* **WORK ITEM**
In the entries that follow, count each line containing "Left" and state the total, nothing more.

*** SOURCE MATERIAL Section Begins ***

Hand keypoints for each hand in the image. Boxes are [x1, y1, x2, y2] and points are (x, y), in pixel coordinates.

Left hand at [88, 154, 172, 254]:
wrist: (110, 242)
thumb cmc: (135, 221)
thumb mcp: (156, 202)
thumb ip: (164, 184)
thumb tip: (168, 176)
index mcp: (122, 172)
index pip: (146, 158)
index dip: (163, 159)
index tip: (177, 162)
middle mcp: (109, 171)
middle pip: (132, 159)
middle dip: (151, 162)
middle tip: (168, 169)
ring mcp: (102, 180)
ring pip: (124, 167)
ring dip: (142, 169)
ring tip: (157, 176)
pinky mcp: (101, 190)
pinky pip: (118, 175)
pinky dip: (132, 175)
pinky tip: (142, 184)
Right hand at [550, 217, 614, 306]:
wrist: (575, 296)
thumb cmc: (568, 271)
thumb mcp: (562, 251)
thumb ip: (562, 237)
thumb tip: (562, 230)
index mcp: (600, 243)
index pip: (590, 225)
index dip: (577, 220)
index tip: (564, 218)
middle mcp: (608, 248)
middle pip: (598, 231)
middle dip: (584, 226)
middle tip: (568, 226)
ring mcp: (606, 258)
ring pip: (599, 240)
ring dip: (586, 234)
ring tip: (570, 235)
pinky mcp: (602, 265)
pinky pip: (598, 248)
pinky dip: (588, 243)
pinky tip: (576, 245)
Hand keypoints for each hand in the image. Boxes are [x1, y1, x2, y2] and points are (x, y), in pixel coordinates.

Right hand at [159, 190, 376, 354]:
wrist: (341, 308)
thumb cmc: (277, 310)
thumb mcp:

*** SOURCE MATERIAL Section Ends ***
*** SOURCE MATERIAL Section Begins ***

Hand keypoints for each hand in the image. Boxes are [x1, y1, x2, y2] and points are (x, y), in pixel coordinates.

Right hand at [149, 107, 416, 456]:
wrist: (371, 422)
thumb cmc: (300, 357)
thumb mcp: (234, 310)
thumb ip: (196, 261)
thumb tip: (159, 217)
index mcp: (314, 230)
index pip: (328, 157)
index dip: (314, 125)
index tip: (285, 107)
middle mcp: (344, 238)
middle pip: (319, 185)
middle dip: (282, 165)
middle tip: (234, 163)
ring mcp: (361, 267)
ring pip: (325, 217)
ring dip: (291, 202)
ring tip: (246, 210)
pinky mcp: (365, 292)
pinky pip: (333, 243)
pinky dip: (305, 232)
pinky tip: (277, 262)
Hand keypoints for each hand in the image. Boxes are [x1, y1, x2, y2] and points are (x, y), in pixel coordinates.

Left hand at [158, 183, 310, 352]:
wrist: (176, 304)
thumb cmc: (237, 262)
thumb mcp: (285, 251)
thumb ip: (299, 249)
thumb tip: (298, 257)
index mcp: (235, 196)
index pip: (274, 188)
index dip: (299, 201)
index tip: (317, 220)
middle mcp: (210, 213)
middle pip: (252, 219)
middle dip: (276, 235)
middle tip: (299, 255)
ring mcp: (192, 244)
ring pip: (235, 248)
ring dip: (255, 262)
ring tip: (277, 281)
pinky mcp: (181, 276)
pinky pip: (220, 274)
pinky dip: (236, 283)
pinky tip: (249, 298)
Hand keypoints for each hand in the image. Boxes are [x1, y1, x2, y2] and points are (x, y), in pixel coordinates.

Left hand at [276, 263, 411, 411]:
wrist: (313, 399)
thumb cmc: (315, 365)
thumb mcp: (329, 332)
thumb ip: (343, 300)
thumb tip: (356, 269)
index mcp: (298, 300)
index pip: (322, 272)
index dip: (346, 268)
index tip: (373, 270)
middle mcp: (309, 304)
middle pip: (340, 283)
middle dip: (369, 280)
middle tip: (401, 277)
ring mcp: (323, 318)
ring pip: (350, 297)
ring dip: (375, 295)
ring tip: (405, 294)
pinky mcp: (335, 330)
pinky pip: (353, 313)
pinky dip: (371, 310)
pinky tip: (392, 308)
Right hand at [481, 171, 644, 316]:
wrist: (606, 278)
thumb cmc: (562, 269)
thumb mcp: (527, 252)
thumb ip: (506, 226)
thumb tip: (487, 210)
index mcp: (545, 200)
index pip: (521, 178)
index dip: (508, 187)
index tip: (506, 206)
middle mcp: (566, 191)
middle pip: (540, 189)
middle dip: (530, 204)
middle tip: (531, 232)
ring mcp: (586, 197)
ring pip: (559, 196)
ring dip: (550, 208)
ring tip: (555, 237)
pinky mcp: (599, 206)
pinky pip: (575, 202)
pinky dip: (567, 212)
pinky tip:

*** SOURCE MATERIAL Section Ends ***

* **WRITTEN SOLUTION**
3